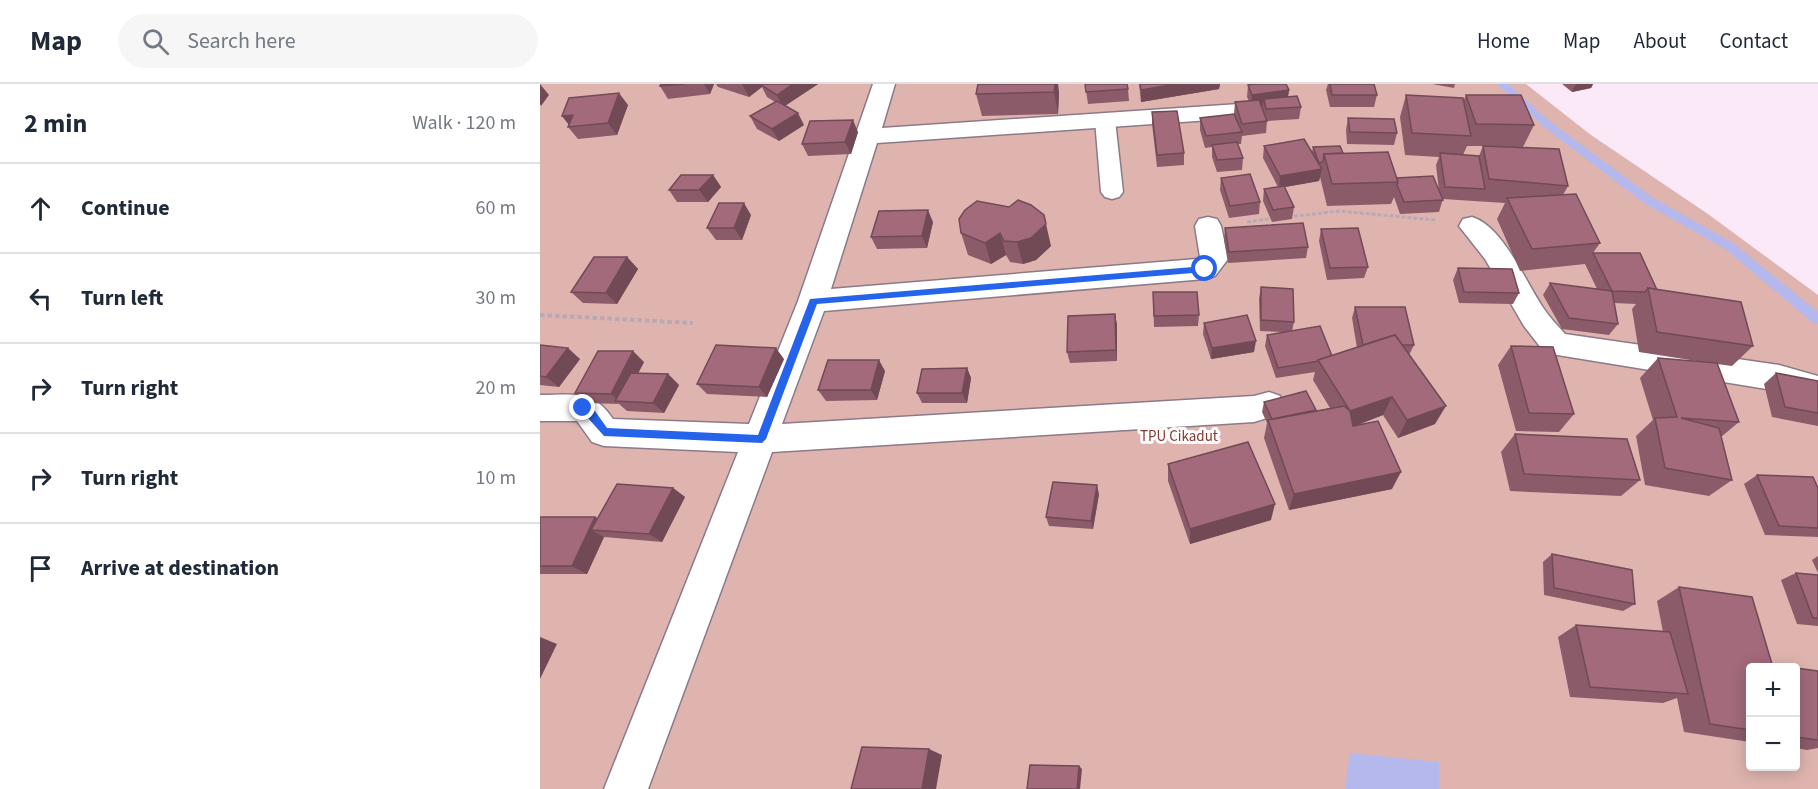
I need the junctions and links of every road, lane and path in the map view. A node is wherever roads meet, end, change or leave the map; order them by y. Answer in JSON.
{"nodes":[{"id":1,"x":884,"y":84,"type":"edge"},
{"id":2,"x":1239,"y":111,"type":"edge"},
{"id":3,"x":1105,"y":120,"type":"junction"},
{"id":4,"x":869,"y":136,"type":"junction"},
{"id":5,"x":1112,"y":192,"type":"dead end"},
{"id":6,"x":1209,"y":226,"type":"joint"},
{"id":7,"x":1472,"y":226,"type":"joint"},
{"id":8,"x":813,"y":301,"type":"junction"},
{"id":9,"x":540,"y":315,"type":"edge"},
{"id":10,"x":693,"y":323,"type":"dead end"},
{"id":11,"x":1818,"y":389,"type":"edge"},
{"id":12,"x":1269,"y":405,"type":"edge"},
{"id":13,"x":540,"y":408,"type":"edge"},
{"id":14,"x":762,"y":439,"type":"junction"},
{"id":15,"x":626,"y":789,"type":"edge"}],
"edges":[{"from":1,"to":4,"type":"street"},
{"from":2,"to":3,"type":"street"},
{"from":3,"to":4,"type":"street"},
{"from":3,"to":5,"type":"lane"},
{"from":4,"to":8,"type":"street"},
{"from":6,"to":7,"type":"path"},
{"from":6,"to":8,"type":"street"},
{"from":7,"to":11,"type":"street"},
{"from":8,"to":14,"type":"street"},
{"from":9,"to":10,"type":"path"},
{"from":12,"to":14,"type":"street"},
{"from":13,"to":14,"type":"street"},
{"from":14,"to":15,"type":"street"}]}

*Work required*:
Word-for-word output of the material above is needed, with the pictures left out.

*Final answer*:
I need the junctions and links of every road, lane and path in the map view. A node is wherever roads meet, end, change or leave the map; order them by y. Answer in JSON.
{"nodes":[{"id":1,"x":884,"y":84,"type":"edge"},
{"id":2,"x":1239,"y":111,"type":"edge"},
{"id":3,"x":1105,"y":120,"type":"junction"},
{"id":4,"x":869,"y":136,"type":"junction"},
{"id":5,"x":1112,"y":192,"type":"dead end"},
{"id":6,"x":1209,"y":226,"type":"joint"},
{"id":7,"x":1472,"y":226,"type":"joint"},
{"id":8,"x":813,"y":301,"type":"junction"},
{"id":9,"x":540,"y":315,"type":"edge"},
{"id":10,"x":693,"y":323,"type":"dead end"},
{"id":11,"x":1818,"y":389,"type":"edge"},
{"id":12,"x":1269,"y":405,"type":"edge"},
{"id":13,"x":540,"y":408,"type":"edge"},
{"id":14,"x":762,"y":439,"type":"junction"},
{"id":15,"x":626,"y":789,"type":"edge"}],
"edges":[{"from":1,"to":4,"type":"street"},
{"from":2,"to":3,"type":"street"},
{"from":3,"to":4,"type":"street"},
{"from":3,"to":5,"type":"lane"},
{"from":4,"to":8,"type":"street"},
{"from":6,"to":7,"type":"path"},
{"from":6,"to":8,"type":"street"},
{"from":7,"to":11,"type":"street"},
{"from":8,"to":14,"type":"street"},
{"from":9,"to":10,"type":"path"},
{"from":12,"to":14,"type":"street"},
{"from":13,"to":14,"type":"street"},
{"from":14,"to":15,"type":"street"}]}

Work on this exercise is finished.